Je n’ai pas quitté mon sabre des yeux.
James est mort.
Si seulement on avait su.
Je suis trempée d’eau, de sel et de sang. Celui des autres et le mien. A empoigner nerveusement mon arme, à espérer avec hargne que je pourrai encore casser des dents et des têtes avec, alors que le Sörloup a jugé bon de m’en coller une dans la gueule. J'ai morflé. Ça pique un peu, au niveau de l’épaule et de la joue. Mais ce n’est rien à côté de ce qui se passe. On a emmené Uriko dans l'auberge où nous avions dormi en urgence.
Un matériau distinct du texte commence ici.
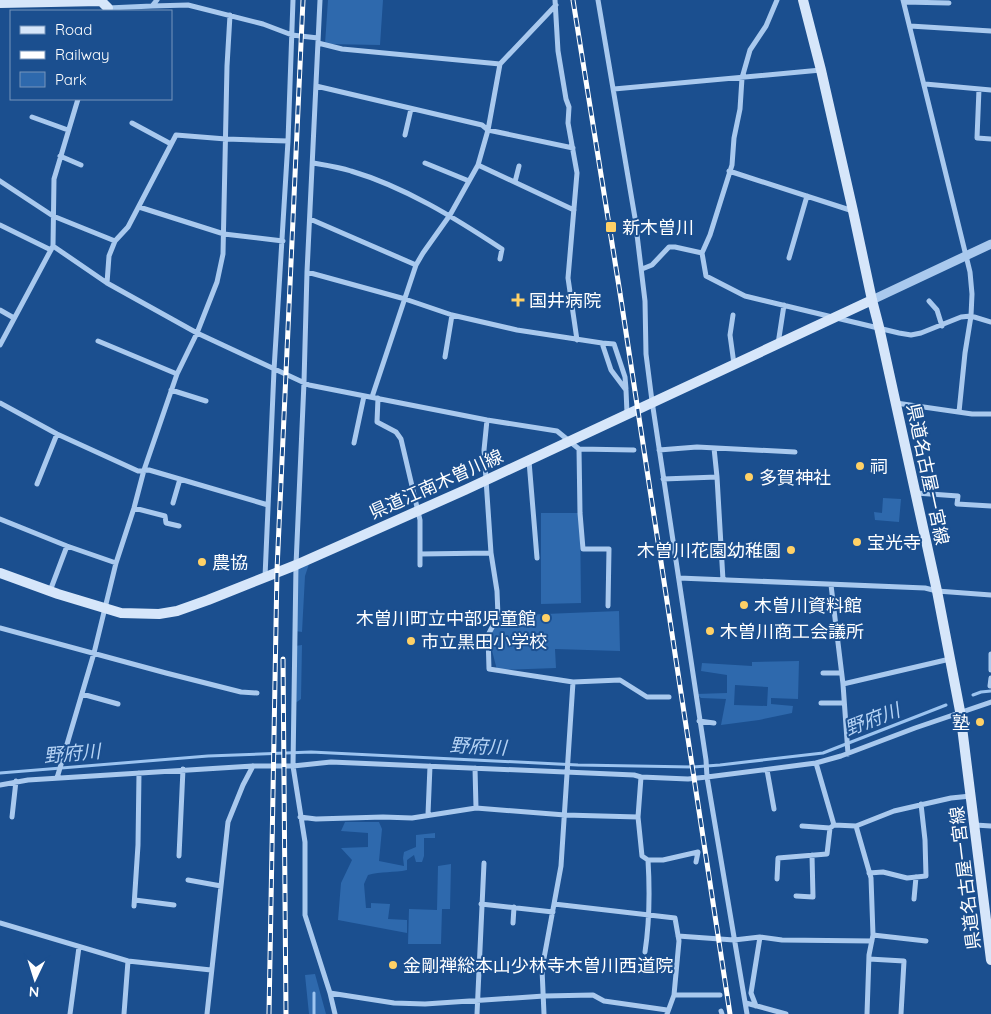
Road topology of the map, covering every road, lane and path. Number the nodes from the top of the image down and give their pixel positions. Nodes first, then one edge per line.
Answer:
1 (157, 0) edge
2 (293, 0) edge
3 (320, 0) edge
4 (598, 0) edge
5 (777, 0) edge
6 (803, 0) edge
7 (903, 1) edge
8 (0, 3) edge
9 (556, 3) edge
10 (949, 3) dead end
11 (108, 6) edge
12 (152, 6) junction
13 (230, 15) junction
14 (910, 26) junction
15 (991, 31) edge
16 (292, 35) junction
17 (318, 40) junction
18 (500, 64) junction
19 (821, 70) junction
20 (742, 78) junction
21 (925, 84) junction
22 (316, 86) junction
23 (614, 89) junction
24 (979, 89) junction
25 (991, 90) edge
26 (78, 100) edge
27 (412, 109) junction
28 (32, 118) dead end
29 (132, 123) dead end
30 (68, 130) junction
31 (488, 130) junction
32 (405, 135) dead end
33 (226, 139) junction
34 (991, 139) edge
35 (288, 141) junction
36 (171, 144) junction
37 (573, 148) junction
38 (60, 156) junction
39 (313, 163) junction
40 (424, 163) dead end
41 (81, 164) dead end
42 (478, 165) junction
43 (519, 166) dead end
44 (729, 171) junction
45 (469, 181) junction
46 (515, 182) junction
47 (1, 183) edge
48 (807, 196) junction
49 (139, 207) junction
50 (574, 210) junction
51 (853, 211) junction
52 (53, 216) junction
53 (450, 216) junction
54 (310, 220) junction
55 (0, 225) edge
56 (224, 234) junction
57 (282, 241) junction
58 (115, 242) junction
59 (991, 244) edge
60 (52, 248) junction
61 (702, 253) junction
62 (967, 256) junction
63 (789, 258) dead end
64 (500, 259) dead end
65 (416, 265) junction
66 (642, 269) junction
67 (307, 272) junction
68 (107, 282) junction
69 (405, 299) junction
70 (872, 300) junction
71 (929, 301) dead end
72 (784, 305) junction
73 (0, 310) edge
74 (452, 315) junction
75 (733, 315) dead end
76 (971, 316) junction
77 (836, 317) junction
78 (14, 318) junction
79 (991, 322) edge
80 (942, 326) junction
81 (879, 327) junction
82 (197, 333) junction
83 (98, 340) dead end
84 (577, 340) junction
85 (602, 343) junction
86 (778, 344) junction
87 (0, 345) edge
88 (445, 357) dead end
89 (734, 364) junction
90 (622, 369) junction
91 (274, 370) junction
92 (177, 374) junction
93 (613, 374) junction
94 (304, 382) junction
95 (172, 390) junction
96 (626, 390) junction
97 (364, 396) junction
98 (375, 397) junction
99 (206, 401) dead end
100 (652, 401) junction
101 (0, 403) edge
102 (896, 403) junction
103 (959, 412) junction
104 (628, 413) junction
105 (991, 414) edge
106 (487, 420) junction
107 (57, 434) junction
108 (568, 441) junction
109 (354, 443) dead end
110 (714, 448) junction
111 (579, 449) junction
112 (634, 450) dead end
113 (659, 450) junction
114 (795, 452) dead end
115 (529, 460) junction
116 (144, 470) junction
117 (716, 477) junction
118 (180, 479) junction
119 (663, 479) junction
120 (486, 480) junction
121 (37, 484) dead end
122 (916, 493) junction
123 (174, 503) dead end
124 (268, 505) junction
125 (991, 506) edge
126 (134, 508) junction
127 (418, 510) junction
128 (0, 518) edge
129 (179, 526) dead end
130 (67, 546) junction
131 (491, 553) junction
132 (420, 554) junction
133 (537, 558) dead end
134 (116, 564) junction
135 (296, 565) junction
136 (420, 565) dead end
137 (0, 573) edge
138 (265, 577) junction
139 (679, 578) junction
140 (723, 580) junction
141 (831, 585) junction
142 (50, 591) junction
143 (937, 591) junction
144 (991, 595) edge
145 (608, 606) dead end
146 (104, 609) junction
147 (0, 628) edge
148 (94, 653) junction
149 (991, 654) edge
150 (950, 659) junction
151 (991, 670) edge
152 (823, 673) dead end
153 (841, 673) junction
154 (991, 678) edge
155 (573, 682) junction
156 (842, 684) junction
157 (990, 686) dead end
158 (257, 693) dead end
159 (82, 694) junction
160 (669, 697) dead end
161 (991, 702) edge
162 (821, 703) dead end
163 (844, 703) junction
164 (118, 704) dead end
165 (960, 711) junction
166 (699, 721) junction
167 (714, 723) dead end
168 (848, 752) junction
169 (294, 763) junction
170 (816, 764) junction
171 (253, 766) junction
172 (430, 766) junction
173 (475, 768) junction
174 (183, 770) junction
175 (567, 770) junction
176 (767, 770) junction
177 (139, 773) junction
178 (641, 776) junction
179 (707, 776) junction
180 (57, 777) junction
181 (16, 781) junction
182 (0, 785) edge
183 (972, 796) junction
184 (921, 804) junction
185 (476, 808) junction
186 (774, 809) dead end
187 (428, 814) junction
188 (565, 815) junction
189 (12, 817) dead end
190 (300, 817) junction
191 (638, 817) junction
192 (976, 825) junction
193 (802, 826) dead end
194 (832, 826) junction
195 (856, 826) junction
196 (991, 826) edge
197 (812, 855) junction
198 (179, 856) dead end
199 (648, 860) junction
200 (696, 862) dead end
201 (484, 863) dead end
202 (869, 873) junction
203 (916, 877) junction
204 (777, 879) dead end
205 (188, 880) dead end
206 (221, 886) junction
207 (796, 896) dead end
208 (914, 899) dead end
209 (481, 904) junction
210 (554, 904) junction
211 (174, 906) dead end
212 (514, 907) junction
213 (553, 912) junction
214 (650, 915) junction
215 (0, 923) edge
216 (513, 923) dead end
217 (989, 932) edge
218 (678, 936) junction
219 (760, 937) junction
220 (873, 938) junction
221 (734, 940) junction
222 (926, 941) dead end
223 (80, 947) junction
224 (645, 952) dead end
225 (869, 959) junction
226 (991, 960) edge
227 (128, 961) junction
228 (211, 970) junction
229 (330, 993) junction
230 (674, 995) junction
231 (720, 995) dead end
232 (544, 996) junction
233 (478, 1000) junction
234 (746, 1003) junction
235 (756, 1006) junction
236 (667, 1012) edge
237 (70, 1014) edge
238 (124, 1014) edge
239 (207, 1014) edge
240 (335, 1014) edge
241 (477, 1014) edge
242 (544, 1014) edge
243 (746, 1014) edge
244 (786, 1014) edge
245 (867, 1014) edge
246 (901, 1014) edge

1 - 12 street
2 - 16 street
3 - 17 street
4 - 23 street
5 - 20 street
6 - 19 main road, 県道名古屋一宮線
7 - 10 street
7 - 14 street
8 - 11 main road
9 - 18 street
9 - 37 street
11 - 12 street
12 - 13 street
13 - 16 street
13 - 33 street
14 - 15 street
14 - 21 street
16 - 17 street
16 - 35 street
17 - 18 street
17 - 22 street
18 - 31 street
19 - 20 street
19 - 51 main road, 県道名古屋一宮線
20 - 23 street
20 - 44 street
21 - 24 street
21 - 62 street
22 - 27 street
22 - 39 street
23 - 66 street
24 - 25 street
24 - 34 street
26 - 30 street
27 - 31 street
27 - 32 street
28 - 30 street
29 - 36 street
30 - 38 street
31 - 37 street
31 - 42 street
33 - 35 street
33 - 36 street
33 - 56 street
35 - 57 street
36 - 49 street
37 - 50 street
38 - 41 street
38 - 52 street
39 - 53 street
39 - 54 street
40 - 45 street
42 - 45 street
42 - 46 street
43 - 46 street
44 - 48 street
44 - 61 street
45 - 53 street
46 - 50 street
47 - 52 street
48 - 51 street
48 - 63 street
49 - 56 street
49 - 58 street
50 - 84 street
51 - 70 main road, 県道名古屋一宮線
52 - 58 street
52 - 60 street
53 - 64 street
53 - 65 street
54 - 65 street
54 - 67 street
55 - 60 street
56 - 57 street
56 - 82 street
57 - 91 street
58 - 68 street
59 - 62 street
60 - 68 street
60 - 78 street
61 - 66 street
61 - 72 street
62 - 70 street
62 - 76 street
65 - 69 street
66 - 100 street
67 - 69 street
67 - 94 street
68 - 82 street
69 - 74 street
69 - 98 street
70 - 77 main road, 県道江南木曽川線
70 - 81 main road, 県道名古屋一宮線
71 - 80 street
72 - 77 street
72 - 86 street
73 - 78 street
74 - 84 street
74 - 88 street
75 - 89 street
76 - 79 street
76 - 80 street
76 - 103 street
77 - 81 street
77 - 86 main road, 県道江南木曽川線
78 - 87 street
80 - 81 street
81 - 102 main road, 県道名古屋一宮線
82 - 91 street
82 - 92 street
83 - 92 street
84 - 85 street
85 - 90 street
85 - 93 street
86 - 89 main road, 県道江南木曽川線
89 - 100 main road, 県道江南木曽川線
90 - 93 street
90 - 96 street
91 - 94 street
91 - 124 street
92 - 95 street
93 - 96 street
94 - 97 street
94 - 135 street
95 - 99 street
95 - 116 street
96 - 104 street
97 - 98 street
97 - 109 street
98 - 106 street
98 - 127 street
100 - 104 main road, 県道江南木曽川線
100 - 113 street
101 - 107 street
102 - 103 street
102 - 122 main road, 県道名古屋一宮線
103 - 105 street
104 - 108 main road, 県道江南木曽川線
106 - 108 street
106 - 120 street
107 - 116 street
107 - 121 street
108 - 111 street
108 - 115 main road, 県道江南木曽川線
110 - 113 street
110 - 114 street
110 - 117 street
111 - 112 street
111 - 145 street
113 - 119 street
115 - 120 main road, 県道江南木曽川線
115 - 133 street
116 - 118 street
116 - 126 street
117 - 119 street
117 - 140 street
118 - 123 street
118 - 124 street
119 - 139 street
120 - 127 main road, 県道江南木曽川線
120 - 131 street
122 - 125 street
122 - 143 main road, 県道名古屋一宮線
124 - 138 street
126 - 129 street
126 - 134 street
127 - 132 street
127 - 135 main road, 県道江南木曽川線
128 - 130 street
130 - 134 street
130 - 142 street
131 - 132 street
131 - 155 street
132 - 136 street
134 - 146 street
135 - 138 main road, 県道江南木曽川線
135 - 169 street
137 - 142 main road, 県道江南木曽川線
138 - 146 main road, 県道江南木曽川線
139 - 140 street
139 - 166 street
140 - 141 street
141 - 143 street
141 - 153 street
142 - 146 main road, 県道江南木曽川線
143 - 144 street
143 - 150 main road, 県道名古屋一宮線
146 - 148 street
147 - 148 street
148 - 158 street
148 - 159 street
149 - 151 street
150 - 156 street
150 - 165 main road, 県道名古屋一宮線
152 - 153 street
153 - 156 street
154 - 157 street
155 - 160 street
155 - 175 street
156 - 163 street
159 - 164 street
159 - 180 street
161 - 165 street
162 - 163 street
163 - 168 street
165 - 168 street
165 - 183 main road, 県道名古屋一宮線
166 - 167 street
166 - 179 street
168 - 170 street
169 - 171 street
169 - 172 street
169 - 190 street
170 - 176 street
170 - 194 street
171 - 174 street
171 - 206 street
172 - 173 street
172 - 187 street
173 - 175 street
173 - 185 street
174 - 177 street
174 - 198 street
175 - 178 street
175 - 188 street
176 - 179 street
176 - 186 street
177 - 180 street
177 - 211 street
178 - 179 street
178 - 191 street
179 - 221 street
180 - 181 street
181 - 182 street
181 - 189 street
183 - 184 street
183 - 192 main road, 県道名古屋一宮線
184 - 195 street
184 - 203 street
185 - 187 street
185 - 188 street
187 - 190 street
188 - 191 street
188 - 210 street
190 - 229 street
191 - 199 street
192 - 196 street
192 - 217 main road, 県道名古屋一宮線
193 - 194 street
194 - 195 street
194 - 197 street
195 - 202 street
197 - 204 street
197 - 207 street
199 - 200 street
199 - 214 street
201 - 209 street
202 - 203 street
202 - 220 street
203 - 208 street
205 - 206 street
206 - 228 street
209 - 212 street
209 - 233 street
210 - 213 street
210 - 214 street
212 - 213 street
212 - 216 street
213 - 232 street
214 - 218 street
214 - 224 street
215 - 223 street
217 - 226 main road, 県道名古屋一宮線
218 - 221 street
218 - 230 street
219 - 220 street
219 - 221 street
219 - 235 street
220 - 222 street
220 - 225 street
221 - 234 street
223 - 227 street
223 - 237 street
225 - 245 street
225 - 246 street
227 - 228 street
227 - 238 street
228 - 239 street
229 - 233 street
229 - 240 street
230 - 231 street
230 - 236 street
232 - 233 street
232 - 236 street
232 - 242 street
233 - 241 street
234 - 235 street
234 - 243 street
235 - 244 street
Une balle en plein dans le mille. Les pirates ont voulu jouer au tir à pigeon. Alors, on leur a collé une raclée pour se défouler et pour faire notre travail. Pas grand-chose d’autre à faire, que leur faire bouffer le plancher et leurs dents en pleine mer, à défaut de terre et de poussière.
On se creuse un passage pour rejoindre la péninsule.
Je ne savais plus ce que ça faisait de voir quelqu’un mourir. Un ami, mourir. Pas comme les pirates sur le Cap des Jumeaux. Il a été peut-être sacrément con. Même sacrément salaud envers moi, mais il m’a quand même sauvée il y a un an de ça.
Si seulement on avait su.
James, il avait pas une tête à se la faire péter. Et à en juger par les gueules abattues de ses amis, personne ne comprendra certainement jamais pourquoi il a fait ça.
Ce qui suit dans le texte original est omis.